In deze zaak gaat het om hoger beroep tegen een uitspraak van het Gerecht in eerste aanleg van Curaçao, waarbij een bouwvergunning voor een flat met meerdere wooneenheden werd herroepen. De minister van Verkeer, Vervoer en Ruimtelijke Planning en [Appellant 1] hebben hoger beroep ingesteld tegen deze uitspraak. De bouwvergunning was eerder verleend op 15 oktober 2015, maar het Gerecht oordeelde dat deze in strijd was met het verkavelingsplan, dat slechts één woning per kavel toestaat. De minister had het bezwaar van [Derde-belanghebbende] ongegrond verklaard, maar het Gerecht oordeelde dat de minister niet voldoende had gemotiveerd waarom de bouwvergunning niet geweigerd kon worden op basis van de bebouwingsvoorschriften van het verkavelingsplan. Het Hof bevestigde de uitspraak van het Gerecht en oordeelde dat de bouwvergunning terecht was geweigerd, omdat het bouwplan in strijd was met de voorschriften van het verkavelingsplan. De overige hogerberoepsgronden behoefden geen bespreking meer, omdat de kern van de zaak al was afgedekt door de strijdigheid met het verkavelingsplan. De uitspraak werd gedaan op 7 mei 2019.

Uitspraak

CUR2017H00114 en CUR2017H00115
Datum uitspraak: 7 mei 2019
GEMEENSCHAPPELIJK HOF VAN JUSTITIE VAN ARUBA, CURAÇAO, SINT MAARTEN
EN VAN BONAIRE, SINT EUSTATIUS EN SABA
Uitspraak op de hoger beroepen van:
1. [Appellant 1], wonend in Curaçao, en
2. de minister van Verkeer, Vervoer en Ruimtelijke planning, appellanten,
tegen de uitspraak van het Gerecht in eerste aanleg van Curaçao van 21 augustus 2017 in zaak nr. CUR201601371, in het geding tussen:
1. [Naam] en
2. [Naam] (hierna gezamenlijk in enkelvoud: [Derde-belanghebbende])
en
de minister.
Procesverloop
Bij beschikking van 15 oktober 2015 heeft de minister aan [Appellant 1] een bouwvergunning verleend.

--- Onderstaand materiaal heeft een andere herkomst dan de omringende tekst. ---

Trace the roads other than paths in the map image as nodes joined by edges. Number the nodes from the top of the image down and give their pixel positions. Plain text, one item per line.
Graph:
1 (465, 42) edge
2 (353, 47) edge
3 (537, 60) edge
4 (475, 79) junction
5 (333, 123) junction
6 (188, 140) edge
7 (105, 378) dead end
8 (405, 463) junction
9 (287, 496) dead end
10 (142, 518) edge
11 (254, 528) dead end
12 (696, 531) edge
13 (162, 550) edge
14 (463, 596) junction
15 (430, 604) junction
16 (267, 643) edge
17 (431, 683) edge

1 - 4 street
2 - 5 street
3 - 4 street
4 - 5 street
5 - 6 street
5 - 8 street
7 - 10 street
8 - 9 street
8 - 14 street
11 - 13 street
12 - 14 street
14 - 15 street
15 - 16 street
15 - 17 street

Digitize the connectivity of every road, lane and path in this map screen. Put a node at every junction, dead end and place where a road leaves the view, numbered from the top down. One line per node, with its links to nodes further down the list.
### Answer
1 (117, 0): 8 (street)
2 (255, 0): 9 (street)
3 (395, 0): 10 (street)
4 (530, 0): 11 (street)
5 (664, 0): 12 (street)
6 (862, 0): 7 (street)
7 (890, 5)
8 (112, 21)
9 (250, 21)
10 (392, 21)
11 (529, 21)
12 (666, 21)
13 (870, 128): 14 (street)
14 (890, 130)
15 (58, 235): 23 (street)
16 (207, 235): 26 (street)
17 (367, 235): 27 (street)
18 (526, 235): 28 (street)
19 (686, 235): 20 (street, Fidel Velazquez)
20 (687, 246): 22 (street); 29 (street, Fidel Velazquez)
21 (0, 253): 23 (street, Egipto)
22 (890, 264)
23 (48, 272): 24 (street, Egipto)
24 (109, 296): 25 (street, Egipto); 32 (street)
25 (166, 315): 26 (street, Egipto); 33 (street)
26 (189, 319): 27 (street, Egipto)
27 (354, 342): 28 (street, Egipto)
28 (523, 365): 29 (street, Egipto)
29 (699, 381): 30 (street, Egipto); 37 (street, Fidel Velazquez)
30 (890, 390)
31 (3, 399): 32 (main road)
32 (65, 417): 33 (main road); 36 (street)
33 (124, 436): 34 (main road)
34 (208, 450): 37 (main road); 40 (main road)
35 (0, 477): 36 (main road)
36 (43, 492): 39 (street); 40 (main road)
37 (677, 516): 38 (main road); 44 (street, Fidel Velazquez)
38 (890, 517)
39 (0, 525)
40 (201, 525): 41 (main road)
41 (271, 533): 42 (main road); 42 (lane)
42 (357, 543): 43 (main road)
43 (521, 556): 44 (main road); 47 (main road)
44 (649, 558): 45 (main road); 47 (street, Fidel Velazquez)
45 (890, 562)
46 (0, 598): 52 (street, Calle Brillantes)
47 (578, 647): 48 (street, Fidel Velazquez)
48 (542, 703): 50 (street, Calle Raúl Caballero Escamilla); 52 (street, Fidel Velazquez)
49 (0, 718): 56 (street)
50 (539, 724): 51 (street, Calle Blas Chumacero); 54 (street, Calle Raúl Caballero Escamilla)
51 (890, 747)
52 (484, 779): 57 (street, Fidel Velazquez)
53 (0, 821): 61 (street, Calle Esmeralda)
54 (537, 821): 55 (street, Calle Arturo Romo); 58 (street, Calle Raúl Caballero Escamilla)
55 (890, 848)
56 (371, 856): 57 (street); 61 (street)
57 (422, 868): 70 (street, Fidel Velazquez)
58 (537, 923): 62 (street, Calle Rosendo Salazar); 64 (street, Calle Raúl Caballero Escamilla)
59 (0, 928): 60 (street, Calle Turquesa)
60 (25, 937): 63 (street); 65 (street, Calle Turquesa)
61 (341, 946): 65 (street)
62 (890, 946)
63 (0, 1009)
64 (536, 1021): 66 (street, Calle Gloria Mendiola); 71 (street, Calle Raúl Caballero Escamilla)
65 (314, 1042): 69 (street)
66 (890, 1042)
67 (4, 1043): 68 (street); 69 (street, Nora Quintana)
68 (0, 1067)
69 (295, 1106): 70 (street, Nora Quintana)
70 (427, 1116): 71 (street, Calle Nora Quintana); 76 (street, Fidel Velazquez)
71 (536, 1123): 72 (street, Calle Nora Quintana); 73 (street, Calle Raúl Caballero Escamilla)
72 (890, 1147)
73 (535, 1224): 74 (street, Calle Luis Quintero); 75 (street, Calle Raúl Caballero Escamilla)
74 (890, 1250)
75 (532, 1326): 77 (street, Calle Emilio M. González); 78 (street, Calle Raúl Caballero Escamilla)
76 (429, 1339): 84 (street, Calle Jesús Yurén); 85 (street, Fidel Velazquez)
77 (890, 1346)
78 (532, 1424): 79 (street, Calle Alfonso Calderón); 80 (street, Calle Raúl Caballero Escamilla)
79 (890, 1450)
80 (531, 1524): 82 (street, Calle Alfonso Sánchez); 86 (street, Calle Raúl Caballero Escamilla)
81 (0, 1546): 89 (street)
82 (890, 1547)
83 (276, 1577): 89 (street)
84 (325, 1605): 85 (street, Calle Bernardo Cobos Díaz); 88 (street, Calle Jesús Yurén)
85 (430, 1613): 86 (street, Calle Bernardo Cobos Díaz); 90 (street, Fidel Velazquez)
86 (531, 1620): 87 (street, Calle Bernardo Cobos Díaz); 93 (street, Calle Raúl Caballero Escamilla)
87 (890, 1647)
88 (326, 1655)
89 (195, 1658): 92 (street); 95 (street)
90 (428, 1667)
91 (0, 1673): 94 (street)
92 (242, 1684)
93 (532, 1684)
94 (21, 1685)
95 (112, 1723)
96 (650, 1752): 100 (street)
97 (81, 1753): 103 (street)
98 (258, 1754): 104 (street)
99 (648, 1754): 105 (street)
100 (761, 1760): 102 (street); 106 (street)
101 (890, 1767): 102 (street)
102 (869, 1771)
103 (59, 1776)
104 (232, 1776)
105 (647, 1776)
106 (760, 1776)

Bij beschikking van 1 april 2016 heeft de minister het door [Derde-belanghebbende] daartegen gemaakte bezwaar ongegrond verklaard.
Bij uitspraak van 21 augustus 2017 heeft het Gerecht het door [Derde-belanghebbende] daartegen ingestelde beroep gegrond verklaard, die beschikking vernietigd, de bouwvergunning herroepen, de aanvraag alsnog afgewezen en bepaald dat die uitspraak in zoverre in de plaats treedt van de vernietigde beschikking.
Tegen deze uitspraak hebben de minister en [Appellant 1] hoger beroep ingesteld.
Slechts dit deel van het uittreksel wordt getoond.